In full and without alteration, write out the data below.

Stored data:
*-*-*

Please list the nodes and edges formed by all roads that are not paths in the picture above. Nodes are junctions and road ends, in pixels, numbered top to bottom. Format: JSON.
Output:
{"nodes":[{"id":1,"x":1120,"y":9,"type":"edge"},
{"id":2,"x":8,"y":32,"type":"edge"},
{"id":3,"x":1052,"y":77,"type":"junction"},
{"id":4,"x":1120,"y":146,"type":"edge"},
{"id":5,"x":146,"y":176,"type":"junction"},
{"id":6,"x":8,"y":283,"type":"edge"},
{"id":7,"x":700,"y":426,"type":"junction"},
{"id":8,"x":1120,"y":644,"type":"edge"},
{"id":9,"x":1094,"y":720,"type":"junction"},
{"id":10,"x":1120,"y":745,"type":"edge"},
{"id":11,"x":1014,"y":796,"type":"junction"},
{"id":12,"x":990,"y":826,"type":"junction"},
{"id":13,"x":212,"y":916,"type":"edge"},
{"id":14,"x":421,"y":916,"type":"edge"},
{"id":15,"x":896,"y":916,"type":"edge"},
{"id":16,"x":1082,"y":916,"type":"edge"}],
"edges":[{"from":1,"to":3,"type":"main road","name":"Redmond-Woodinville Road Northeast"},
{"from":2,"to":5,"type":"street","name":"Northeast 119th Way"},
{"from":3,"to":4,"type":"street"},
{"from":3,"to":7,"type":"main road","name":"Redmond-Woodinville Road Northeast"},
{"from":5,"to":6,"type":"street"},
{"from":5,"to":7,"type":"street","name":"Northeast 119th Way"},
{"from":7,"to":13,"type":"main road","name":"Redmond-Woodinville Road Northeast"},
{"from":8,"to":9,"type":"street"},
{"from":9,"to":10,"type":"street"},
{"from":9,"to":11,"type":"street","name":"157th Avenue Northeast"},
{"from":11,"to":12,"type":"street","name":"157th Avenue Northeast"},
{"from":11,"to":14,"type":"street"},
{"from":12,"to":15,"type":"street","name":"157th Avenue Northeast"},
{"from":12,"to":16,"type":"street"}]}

*-*-*

### Result of this exercise
Please list the nodes and edges formed by all roads that are not paths in the picture above. Nodes are junctions and road ends, in pixels, numbered top to bottom. Format: JSON.
Output:
{"nodes":[{"id":1,"x":1120,"y":9,"type":"edge"},
{"id":2,"x":8,"y":32,"type":"edge"},
{"id":3,"x":1052,"y":77,"type":"junction"},
{"id":4,"x":1120,"y":146,"type":"edge"},
{"id":5,"x":146,"y":176,"type":"junction"},
{"id":6,"x":8,"y":283,"type":"edge"},
{"id":7,"x":700,"y":426,"type":"junction"},
{"id":8,"x":1120,"y":644,"type":"edge"},
{"id":9,"x":1094,"y":720,"type":"junction"},
{"id":10,"x":1120,"y":745,"type":"edge"},
{"id":11,"x":1014,"y":796,"type":"junction"},
{"id":12,"x":990,"y":826,"type":"junction"},
{"id":13,"x":212,"y":916,"type":"edge"},
{"id":14,"x":421,"y":916,"type":"edge"},
{"id":15,"x":896,"y":916,"type":"edge"},
{"id":16,"x":1082,"y":916,"type":"edge"}],
"edges":[{"from":1,"to":3,"type":"main road","name":"Redmond-Woodinville Road Northeast"},
{"from":2,"to":5,"type":"street","name":"Northeast 119th Way"},
{"from":3,"to":4,"type":"street"},
{"from":3,"to":7,"type":"main road","name":"Redmond-Woodinville Road Northeast"},
{"from":5,"to":6,"type":"street"},
{"from":5,"to":7,"type":"street","name":"Northeast 119th Way"},
{"from":7,"to":13,"type":"main road","name":"Redmond-Woodinville Road Northeast"},
{"from":8,"to":9,"type":"street"},
{"from":9,"to":10,"type":"street"},
{"from":9,"to":11,"type":"street","name":"157th Avenue Northeast"},
{"from":11,"to":12,"type":"street","name":"157th Avenue Northeast"},
{"from":11,"to":14,"type":"street"},
{"from":12,"to":15,"type":"street","name":"157th Avenue Northeast"},
{"from":12,"to":16,"type":"street"}]}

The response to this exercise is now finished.